[Exercise directions]: The entries below need to be transcribed exactly, without their images.
******************************
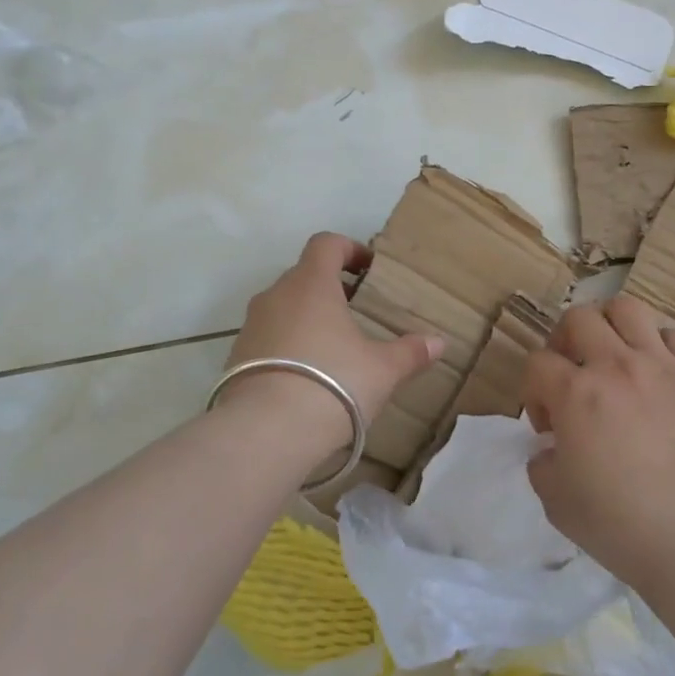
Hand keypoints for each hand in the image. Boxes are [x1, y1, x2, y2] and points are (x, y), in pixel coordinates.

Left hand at [221, 233, 444, 458]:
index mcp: (311, 284)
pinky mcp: (236, 357)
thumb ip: (410, 352)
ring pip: (283, 307)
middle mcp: (276, 295)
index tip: (368, 270)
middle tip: (357, 312)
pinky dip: (287, 345)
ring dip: (307, 318)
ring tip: (333, 348)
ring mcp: (251, 325)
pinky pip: (267, 338)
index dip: (349, 249)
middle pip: (303, 275)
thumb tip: (438, 342)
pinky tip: (306, 376)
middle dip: (330, 288)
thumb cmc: (333, 383)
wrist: (266, 431)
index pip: (326, 244)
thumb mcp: (382, 370)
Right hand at [522, 294, 674, 586]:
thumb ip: (543, 463)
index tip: (548, 426)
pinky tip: (659, 373)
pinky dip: (661, 345)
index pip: (536, 363)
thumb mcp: (554, 499)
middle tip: (573, 376)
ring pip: (628, 309)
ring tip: (614, 357)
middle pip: (578, 318)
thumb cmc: (618, 524)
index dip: (533, 391)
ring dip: (611, 327)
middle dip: (565, 343)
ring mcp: (663, 367)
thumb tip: (553, 448)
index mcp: (575, 393)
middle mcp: (616, 366)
******************************
[Result of this task]:
Hand keypoints for each hand in the image. Boxes are [x1, y1, x2, y2] and points are (x, y), in pixel coordinates.

Left hand at [221, 233, 444, 458]:
index mcp: (311, 284)
pinky mcp: (236, 357)
thumb ip: (410, 352)
ring pip: (283, 307)
middle mcp: (276, 295)
index tip: (368, 270)
middle tip: (357, 312)
pinky dip: (287, 345)
ring dip: (307, 318)
ring tip: (333, 348)
ring mcp: (251, 325)
pinky pip: (267, 338)
index dip: (349, 249)
middle pip: (303, 275)
thumb tip: (438, 342)
pinky tip: (306, 376)
middle dip: (330, 288)
thumb cmc: (333, 383)
wrist: (266, 431)
index pip: (326, 244)
thumb mcp: (382, 370)
Right hand at [522, 294, 674, 586]:
thumb ip: (543, 463)
index tip: (548, 426)
pinky tip: (659, 373)
pinky dip: (661, 345)
index pip: (536, 363)
thumb mcp: (554, 499)
middle tip: (573, 376)
ring pip: (628, 309)
ring tip: (614, 357)
middle pip: (578, 318)
thumb cmc: (618, 524)
index dip: (533, 391)
ring dip: (611, 327)
middle dip: (565, 343)
ring mcp: (663, 367)
thumb tip: (553, 448)
index mcp: (575, 393)
middle mcp: (616, 366)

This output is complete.